Justin Li


Generalizing the Turing Test

2013-11-18

Are people familiar with the Turing test? Named after Alan Turing, the WWII British mathematician and code-breaker, it was proposed as a way of testing whether computers are "intelligent". In addition to inventing this test and helping break the Enigma, Turing is also famous for the conception of a Turing machine, a mathematical construct that is useful for understanding computation in the abstract. Unfortunately for Turing, he was also homosexual, and was prosecuted by the state for it after the war; this eventually led to his suicide. In 2009 - 55 years after Turing's death - the British government formally apologized for its treatment of Turing, and only earlier this year, in 2013, was he officially pardoned for his crimes.

Turing is also the subject of an upcoming biopic, The Imitation Game, starring ~~Sherlock~~ Benedict Cumberbatch. The title of the film is, in fact, based on the Turing test (or rather, is famous because of the test). In the Turing Test, a computer and a person both try to convince a human judge that they are human. The judge can only communicate with both parties through text, but they can ask questions. A computer or a program is said to have passed to the Turing test if, over multiple conversations, the judge cannot reliably and correctly label which is the person and which is the computer. In some sense, the computer needs to be imitating a person, whence the name of the game.

(It can, of course, also go the other way, to have a reversed Turing test: the goal could be to convince the judge that both participants are computers. This doesn't make sense as a test of intelligence, but the idea is the same. You can also try to convince the judge that they're a computer...)

Setting the question of whether the Turing test is a good test for whether a computer is intelligent, the test is nonetheless elegant in its design. There are several crucial elements of the design, that the computer is not "the most intelligent" or "the most human like" compared to other computers, and that the judge is not simply deciding whether one conversant is a human or a computer; these features mean that the computer must match the human in performance. Further more, because the judge can ask the computer any question they want, the computer must be able to talk about any subject the judge could think of. Thus, even though no one has a good definition of "intelligence", the Turing test at least allows us to apply a "know it when I see it" criterion.

For the most part, familiarity of the Turing test has remained within the academic fields of computer science, psychology, and philosophy. I was recently surprised, however, that it came up in an economics article. In this article, it is suggested that liberal economists can successfully present conservative economic arguments, while the same cannot be said of the opposite, for a conservative economist to present liberal economic arguments. The author therefore proposes a variation of a Turing test: put him (a conservative) in a room with five liberals, and see if people can tell who's the fake; then put Paul Krugman (a liberal) in a room with five conservatives, and again see if people can tell who's the fake.
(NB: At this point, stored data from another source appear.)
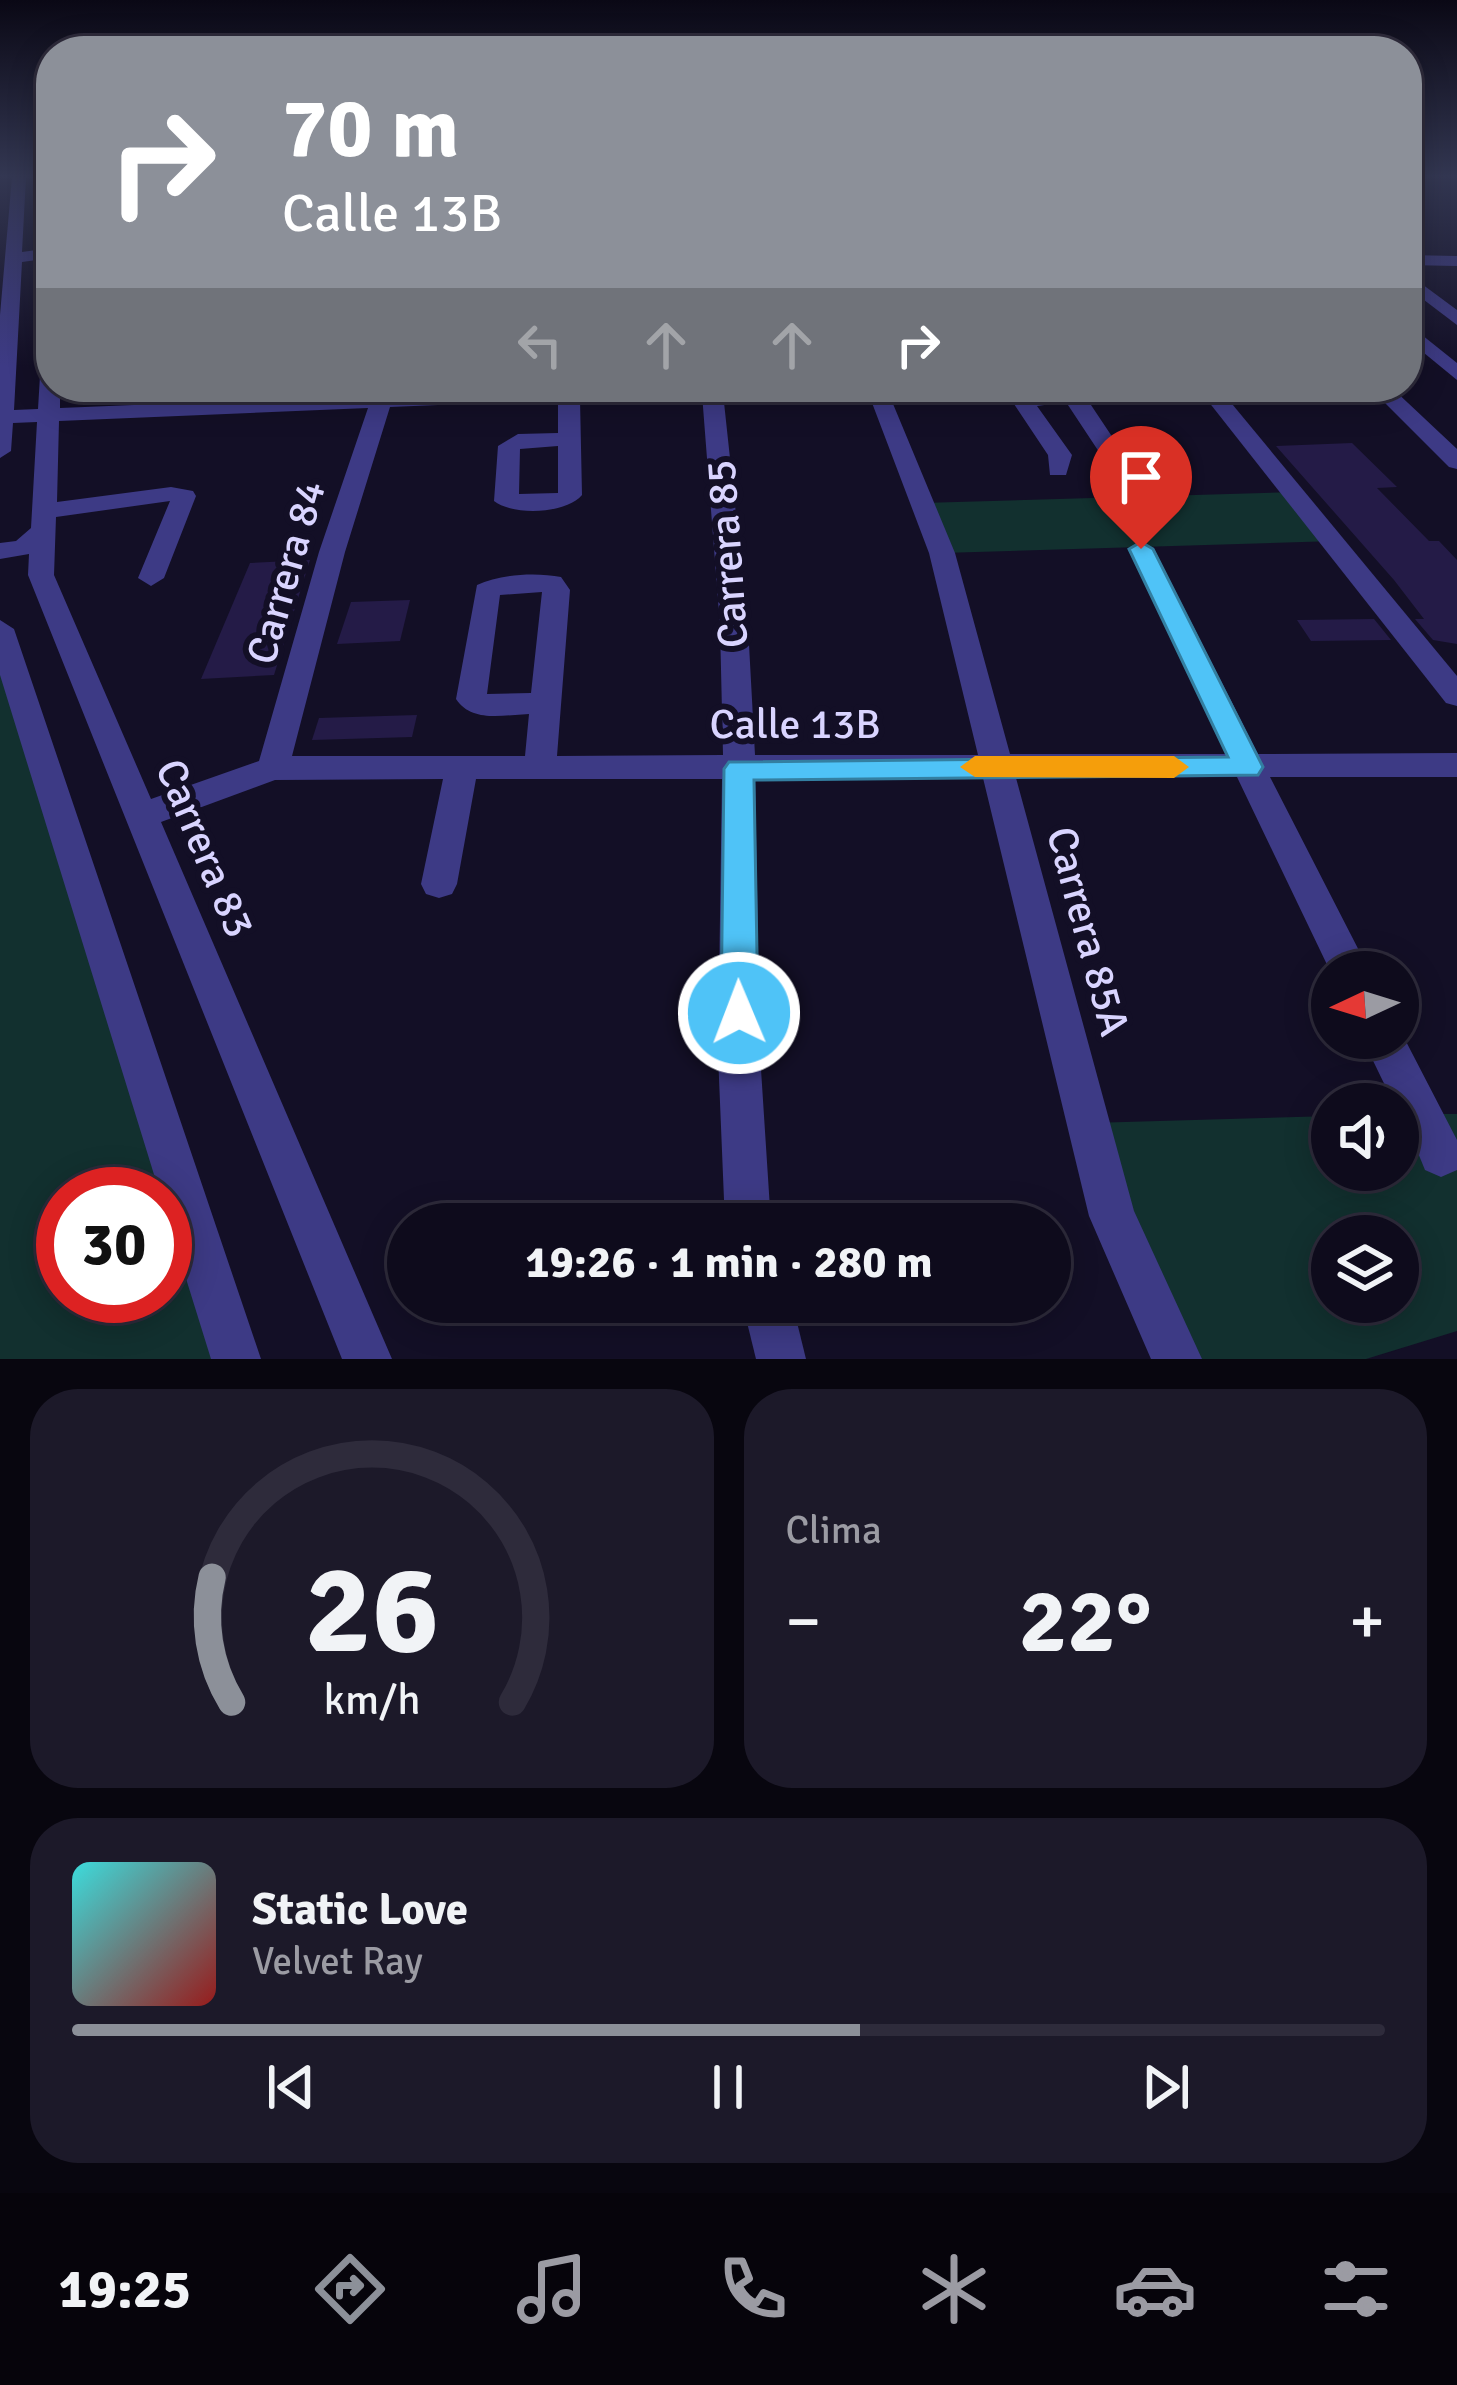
<!DOCTYPE html>
<html lang="es">
<head>
<meta charset="utf-8">
<style>
	:root { --surface:#0e0b1c; --page:#1c1929; --text:#f1f3f6; --muted:#9b9ba3; --line:#2e2b3b; --accent:#8c9099 }
	body { margin:0; font-family:Signika,sans-serif; background:var(--page); color:var(--text); height:100vh; display:flex; flex-direction:column; font-size:45px; white-space:nowrap }
	* { box-sizing:border-box; margin:0 }
	p { font-size:39px; color:var(--muted) }
	.icon { flex:none; width:66px; height:66px; fill:none; stroke:currentColor; stroke-width:2; stroke-linecap:round; stroke-linejoin:round }
	.map { position:relative; height:1359px; overflow:hidden }
	.panel { display:flex; flex-direction:column; gap:30px; padding:30px; background:#08060f; flex:1 }
	.panel>* { flex:none }
	.hud { position:absolute; left:36px; top:36px; width:1386px; height:366px; border-radius:48px; box-shadow:0 6px 30px #0003,0 0 0 3px var(--line); background:#8c9099; color:#fff; overflow:hidden }
	.needle { width:78px; rotate:266deg }
	.fabs { position:absolute; left:1311px; top:951px; display:grid; gap:24px }
	.fabs a { display:grid; place-items:center; width:108px; height:108px; border-radius:50%; background:var(--surface); box-shadow:0 6px 30px #0003,0 0 0 3px var(--line); font-size:60px }
	.speed { position:absolute; left:36px; top:1167px; display:flex; gap:24px; font-size:60px; font-weight:700; text-align:center }
	.speed>* { display:grid; place-content:center; width:156px; height:156px; border-radius:50%; background:var(--surface); box-shadow:0 6px 30px #0003,0 0 0 3px var(--line); line-height:1 }
	.speed .limit { border:18px solid #d22; background:#fff; color:#111 }
	.pin { position:absolute; display:grid; place-items:center; width:102px; height:102px; color:#fff; margin:-123px -51px; border-radius:50% 50% 50% 0; rotate:-45deg; box-shadow:0 0 12px #0007 }
	.pin .icon { rotate:45deg }
	.me { position:absolute; width:132px; margin:-66px; rotate:359deg; stroke-linejoin:round; filter:drop-shadow(0 0 9px #0008) }
	.turn { display:flex; align-items:center; gap:42px; height:252px; padding:0 48px; font-size:54px }
	.turn .icon { width:156px; height:156px; stroke-width:2.5 }
	.turn b { display:block; font-size:84px; line-height:102px }
	.lanes { display:flex; align-items:center; height:114px; padding:0 48px; background:#0003; justify-content:center; gap:60px; direction:ltr }
	.lanes .off { opacity:.35 }
	.big { font-size:90px; font-weight:700; line-height:1.1 }
	.panel .widget { flex:1; display:flex; flex-direction:column; justify-content:center; gap:18px; min-width:0; padding:0 42px; border-radius:48px; background:var(--page) }
	.panel .dial { align-items:center; gap:0 }
	.dial svg { height:312px; overflow:visible; fill:none; stroke:var(--line); stroke-width:7; stroke-linecap:round; text-anchor:middle }
	.dial text { fill:var(--text); stroke:none }
	.song { display:flex; align-items:center; gap:36px }
	.cover { width:144px; height:144px; border-radius:18px; background:linear-gradient(135deg,hsl(180 70% 55%),hsl(0 70% 35%)) }
	.played { height:12px; border-radius:6px; background:linear-gradient(90deg,var(--accent) 60%,var(--line) 60%) }
	.keys { display:flex; justify-content:space-around; direction:ltr }
	.heat { display:flex; justify-content:space-between; align-items:center; font-size:66px; direction:ltr }
	.panel .tiles { flex:1; display:grid; gap:30px; grid-template-columns:1fr 1fr }
	.widget:last-child { grid-column:span 2 }
	.trip { position:absolute; left:387px; top:1203px; width:684px; height:120px; border-radius:60px; background:var(--surface); box-shadow:0 6px 30px #0003,0 0 0 3px var(--line); font-weight:700; line-height:120px; text-align:center }
	.dock { display:flex; height:192px; justify-content:space-around; align-items:center; background:#06040b; color:var(--muted) }
	.dock .icon { width:84px; height:84px }
	.dock .current { color:var(--accent) }
	.dock b { font-size:54px; color:var(--text) }
	.map>svg:first-child { display:block }
	.green { fill:#12302f; fill-rule:evenodd }
	.building { fill:#241b47 }
	.lines { fill:none; stroke-linecap:round; stroke-linejoin:round }
	.minor { fill:#3d3a85; fill-rule:evenodd }
	.route { fill:#4fc3f7; stroke:#337fa1; stroke-width:3 }
	.slow { fill:#f59e0b }
	.labels { text-anchor:middle; stroke-width:12; stroke-linejoin:round; paint-order:stroke }
	.street-label { font-size:42px; fill:#d9d4ff; stroke:#130f26 }
</style>
</head>
<body>
<div class="map">
<svg width="1457" height="1359" viewBox="0 0 1457 1359">
	<rect width="100%" height="100%" fill="#130f26"/>
	<g class="green">
		<path d="M1295,492l40,49 -393,12 -20,-50z"/>
		<path d="M0,629l236,730h-236zM63,1194h102v102h-102z"/>
		<path d="M1398,1114h59v217l-91,28h-189l-87,-236 242,-7v54h66zM1332,1236h66v66h-66z"/>
	</g>
	<g class="building">
		<path d="M1352,443l45,44 -20,1 52,53h10l18,19v84l-24,-4 -18,-21h9l-30,-39 -118,-134z"/>
		<path d="M310,560l-36,115 -73,4 49,-116z"/>
		<path d="M410,600l-10,41 -63,3 14,-42z"/>
		<path d="M1374,619l17,21 -80,1 -14,-21z"/>
		<path d="M417,715l-5,22 -100,3 7,-22z"/>
	</g>
	<g class="lines">
		<g class="minor">
			<path d="M12,177h14l-4,75 29,-4v10l-29,4 -8,148 24,-1 3,-50 10,-6v34h9v21l508,-21h168l-13,6 25,233 7,129h223l-49,-202 -63,-166h20l69,166 55,201h216l-98,-205 13,-8 13,8 104,205 199,-1v24h-187l100,195 -38,3 -95,-198 -221,1 118,433 68,148h-51l-62,-143 -106,-438h-228l5,276 11,170h-46l-7,-170 4,-275h-246l-19,105 -5,10 -13,4 -13,-4 -5,-10 22,-105 -168,1 -114,42 231,537h-50l-314,-784 1,-21 -29,5v-16l16,-2 15,-13 6,-106 -24,1 -2,28 -11,7v-143zM702,394l18,232 3,129 -166,1 13,-166 -9,-13c-25,-5 -61,-3 -84,8l-21,114c16,24 47,16 73,15l-4,42h-233l53,-204 45,-145 168,-7v33l-40,1 -20,12 -4,55c19,15 72,13 88,-6l-2,-96zM368,408l-49,144 -60,209 -108,38 -97,-224 2,-58 114,-16 -32,77 13,8 13,-8 32,-82 -3,-5 -22,-4 -114,15 2,-81zM558,446v47l-39,1 1,-45zM542,592l-11,101 -44,1 13,-99z"/>
			<path d="M1407,255l50,1v10l-50,-1z"/>
			<path d="M1407,273l50,37v15l-50,-38z"/>
			<path d="M1407,323l50,40v17l-50,-41z"/>
			<path d="M1056,387l25,3 44,66 -4,5h-16l-39,-59 -29,4 35,49 -6,20h-16l-2,-20 -36,-54 11,-6 35,-5z"/>
			<path d="M1197,387h21l239,289v30l-11,-3z"/>
			<path d="M1369,387h22l66,62v20l-8,-2z"/>
			<path d="M0,620l14,9 247,730h-50l-46,-148v-17h-5l-160,-519z"/>
			<path d="M1398,1026l59,114v30l-16,7 -16,-7 -27,-66h-4l-32,-66h36z"/>
			<path d="M742,1302h50l14,57h-50z"/>
		</g>
	</g>
	<linearGradient id="sky" x2="0" y2="1"><stop stop-color="#0a0815"/><stop offset="0.48" stop-color="#333752"/><stop offset="1" stop-color="#333752" stop-opacity="0"/></linearGradient>
	<rect width="1457" height="367" fill="url(#sky)"/>
	<path class="route" d="M1141,542l12,7 110,218 -5,8 -504,5 4,233 -6,11 -13,5 -13,-5 -5,-11 3,-244 5,-7 499,-5 -99,-208z"/>
	<path class="slow" d="M975,756h199l15,11 -15,11 -199,-1 -15,-10z"/>
	<g class="labels">
		<g class="street-label">
			<text transform="translate(726 554) rotate(-94)" y="15">Carrera 85</text>
			<text transform="translate(285 572) rotate(-74)" y="15">Carrera 84</text>
			<text x="795" y="738">Calle 13B</text>
			<text transform="translate(206 848) rotate(67)" y="15">Carrera 83</text>
			<text transform="translate(1089 931) rotate(75)" y="15">Carrera 85A</text>
		</g>
	</g>
</svg>
<div class="fabs">
<a><svg class="needle" viewBox="-14 -14 28 28"><path d="M0-13l5 13h-10z" fill="#e53935"/><path d="M0 13l5-13h-10z" fill="#9b9ba3"/></svg></a>
<a><svg class="icon" aria-label="sound" viewBox="0 0 24 24"><path d="M4 9h4l5-4v14l-5-4H4zM17 9q2 3 0 6"/></svg></a>
<a><svg class="icon" aria-label="layers" viewBox="0 0 24 24"><path d="M12 4l9 5-9 5-9-5zM3 14l9 5 9-5"/></svg></a>
</div>
<div class="speed"><div class="limit">30</div></div>
<div class="pin" style="left:1141px;top:549px;background:#d93025"><svg class="icon" aria-label="arrive" viewBox="0 0 24 24"><path d="M6 21V4h12l-3 4 3 4H6"/></svg></div>
<svg class="me" style="left:739px;top:1013px" viewBox="-20 -20 40 40"><circle r="17" fill="#4fc3f7" stroke="#fff" stroke-width="3"/><path d="M0-11L8 9 0 5-8 9z" fill="#fff"/></svg>
<div class="trip">19:26 · 1 min · 280 m</div>
<div class="hud">
<div class="turn"><svg class="icon" aria-label="right" viewBox="0 0 24 24"><path d="M7 20v-9h11M14 6l5 5-5 5"/></svg><div><b>70 m</b>Calle 13B</div></div>
<div class="lanes"><svg class="icon off" aria-label="left" viewBox="0 0 24 24"><path d="M17 20v-9H6M10 6l-5 5 5 5"/></svg><svg class="icon off" aria-label="ahead" viewBox="0 0 24 24"><path d="M12 20V5M6 11l6-6 6 6"/></svg><svg class="icon off" aria-label="ahead" viewBox="0 0 24 24"><path d="M12 20V5M6 11l6-6 6 6"/></svg><svg class="icon" aria-label="right" viewBox="0 0 24 24"><path d="M7 20v-9h11M14 6l5 5-5 5"/></svg></div>
</div>
</div>
<section class="panel">
<div class="tiles">
<div class="widget dial"><svg viewBox="0 0 100 80">
<path d="M14 69A42 42 0 1 1 86 69"/>
<path d="M14 69A42 42 0 0 1 9 37" stroke="#8c9099"/>
<text x="50" y="56" font-size="32" font-weight="700">26</text>
<text x="50" y="72" font-size="11">km/h</text>
</svg></div>
<div class="widget"><p>Clima</p>
<div class="heat"><a>−</a><b class="big">22°</b><a>+</a></div>
</div>
<div class="widget">
<div class="song"><i class="cover"></i><div><b>Static Love</b><p>Velvet Ray</p></div></div>
<div class="played"></div>
<div class="keys"><svg class="icon" aria-label="previous" viewBox="0 0 24 24"><path d="M18 5L8 12l10 7zM5 5v14"/></svg><svg class="icon" aria-label="pause" viewBox="0 0 24 24"><path d="M8 5v14M16 5v14"/></svg><svg class="icon" aria-label="next" viewBox="0 0 24 24"><path d="M6 5l10 7-10 7zM19 5v14"/></svg></div>
</div>
</div>
</section>
<nav class="dock">
<b>19:25</b>
<svg class="icon current" aria-label="directions" viewBox="0 0 24 24"><path d="M12 3l9 9-9 9-9-9zM9 14v-3h6M13 9l2 2-2 2"/></svg>
<svg class="icon" aria-label="music" viewBox="0 0 24 24"><path d="M9 18V5l10-2v13"/><circle cx="6" cy="18" r="3"/><circle cx="16" cy="16" r="3"/></svg>
<svg class="icon" aria-label="phone" viewBox="0 0 24 24"><path d="M5 4h4l2 5-3 2q2 4 5 5l2-3 5 2v4C11 20 4 13 5 4z"/></svg>
<svg class="icon" aria-label="climate" viewBox="0 0 24 24"><path d="M12 3v18M4 7l16 10M4 17L20 7"/></svg>
<svg class="icon" aria-label="car" viewBox="0 0 24 24"><path d="M5 17H2v-5l4-1 3-4h7l3 4 3 1v5h-3M9 17h6M6 11h13"/><circle cx="7" cy="17" r="2"/><circle cx="17" cy="17" r="2"/></svg>
<svg class="icon" aria-label="filters" viewBox="0 0 24 24"><path d="M4 7h16M4 17h16"/><circle cx="9" cy="7" r="2"/><circle cx="15" cy="17" r="2"/></svg>
</nav>
</body>
</html>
What, then, is the more general version of the Turing test? The Turing test is really a special case of a discrimination test. The key, however, is that the Turing test is being used as a criterion: if the computer cannot be distinguished from a human, then we shall consider it as intelligent. This means that, crucially, we do not need to define the exact attribute that we are judging by, only that it behaves indistinguishably from the real thing. While we do not have a perfect definition (or even a good one) of intelligence, the beauty of the Turing test is that we don't need one to decide that a computer is intelligent. This may be a very behavioral definition of intelligence - it doesn't address the Chinese room problem, for example - but it's better than endlessly debating the definition of intelligence.

Of course, the Turing test, clever as it is, is not the silver bullet for all indefinable attributes. In fact, there are strong restrictions on when the Turing test will be useful. For one, the judge must be familiar with the attribute that is being judged; for example, I would not be a good judge of liberal/conservative economists, since I myself cannot tell the difference. More generally, the more discerning the judge, the more "powerful" the Turing test becomes. Additionally, the attribute being judged must be different from how the attribute is generated. In the original Turing test, what we cared about was whether the computer is intelligent, not how it came to be that way (that is, whether it does so through neurons or silicon). This means that care must be taken to remove elements that may give the distinction away, which is why the original test uses text as the medium of communication, as opposed to a face-to-face conversation, which would detract from the task of judging intelligence.

It is curious to me that, despite spending some time on this post, I cannot think of a single application of the Turing test. The closest I've come is for driverless cars, and using the Turing test to see whether they drive safer than humans do. Such a test would involve putting human and computer in simulated drives, and having the judges simply watch a recording of the performance without knowing which is which. While such a test would show that self-driving cars are as safe - if not safer than - humans, it is also unnecessary: the metrics for safety seems sufficiently well-defined that we don't need a Turing test, and that any old comparison would suffice. This is nothing more than an argumentation from lack of imagination, it may seem that we are simply not trained to think of tests in this way. More often, when we think of an attribute we want to measure, we define the attribute such that it is measurable, or else we give up trying to get any accurate measurements. Maybe the Turing test is a good way to attack some of these measurements we've given up on.